The previously harvested herbs have been mostly dry for days, but the humidity has not allowed them to finish sufficiently to be packed in jars or bags. Normally I put them in an oven heated to 170 degrees, and then turned off, where they stay for a few minutes to remove the last bit of moisture. However the oven has a quirk. When the propane is about to run out, the oven stops working. Frustrating, but not nearly as much so as totally running out of gas at an inopportune time, so I deal with it. NOW the tank has been swapped, so the oven is online again and the herbs can be finished which will give me places to begin drying the basil.
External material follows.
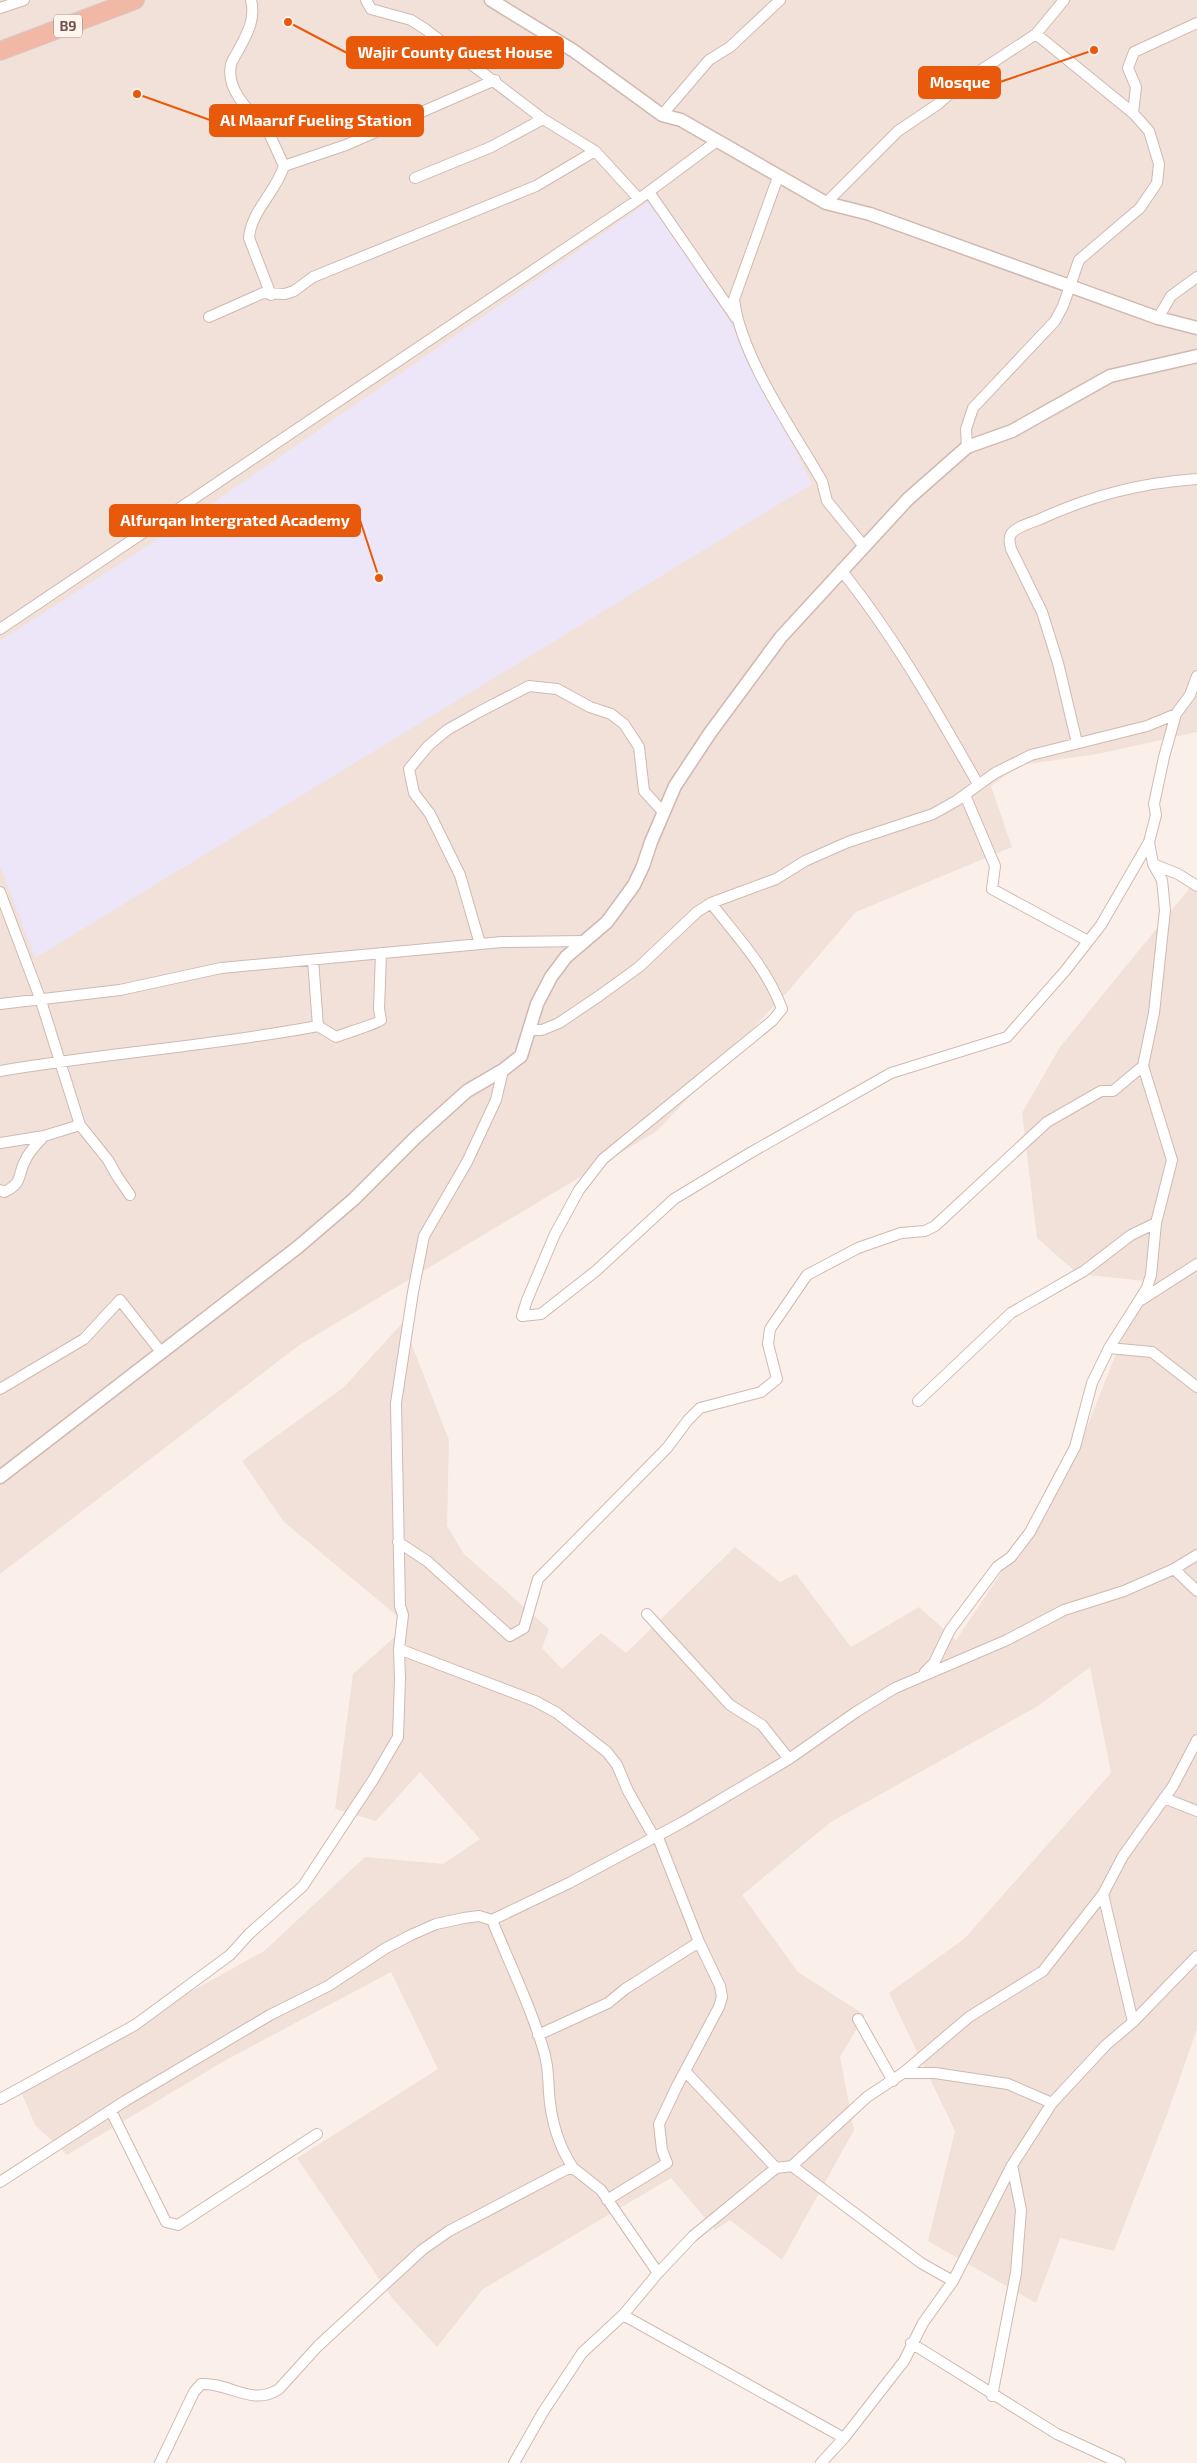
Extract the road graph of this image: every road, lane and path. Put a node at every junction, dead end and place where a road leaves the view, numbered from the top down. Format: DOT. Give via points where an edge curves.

I also noticed that there had been a deer in the garden, just one track and I spotted where it had breached the deer fence, so fixing that the putting down a mixture of rotting egg and water around the perimeter and on the bean plants -- which, along with the tomatoes, are heavily laden with blossoms and ripening fruit -- was high on the list. Since I knew rain was coming (which kind of defeated the rotten egg by today, but I have plenty more eggs to rot and apply!) I also wanted to add some fertilizer to some of the heavy feeders, both of which I got done.
Today, is a different day. The rain is likely to hang around all day, and as I was driving home from work I found my mind wandering not along garden paths, but along spiritual thought and study trails. Now, the northern trad path I follow has a different take on the "light side" and the "dark side" of the year. From spring equinox to fall, we are out and about, busily occupied DOING. It is the productive time of the year, when the animals and plants take our attention, as we help them increase and provide sustenance for ourselves and others for the coming year.
The dark side of the year -- fall equinox to spring -- the focus is different. Of course doing doesn't stop. Animals still need tending, tools mended, and the inside chores continue unabated. But that is reflected in the non-material world as well; the focus is on the inside... on study, learning, contemplation... things that accompany the spinning and weaving, mending and sewing taking place around the hearth.
And on my way home today, I felt the first stirrings of that call to turn inward... to work more with the Runes, to work with my staff in magic and rhythm, to get the spinning wheel fine tuned and turn the wool I have carded into yarn.
Now, there will be at least two more months of garden busy-ness. There are tomatoes and potatoes and beans and carrots and apples from down the road to be processed and put by. The earth needs to be turned and put to bed; the perennials still need mulching and the fowl need coops. But the countdown has begun, to the time of inward turning, quiet, contemplation.
And then, about 6 months from now, if not before, the garden will once again begin its siren call.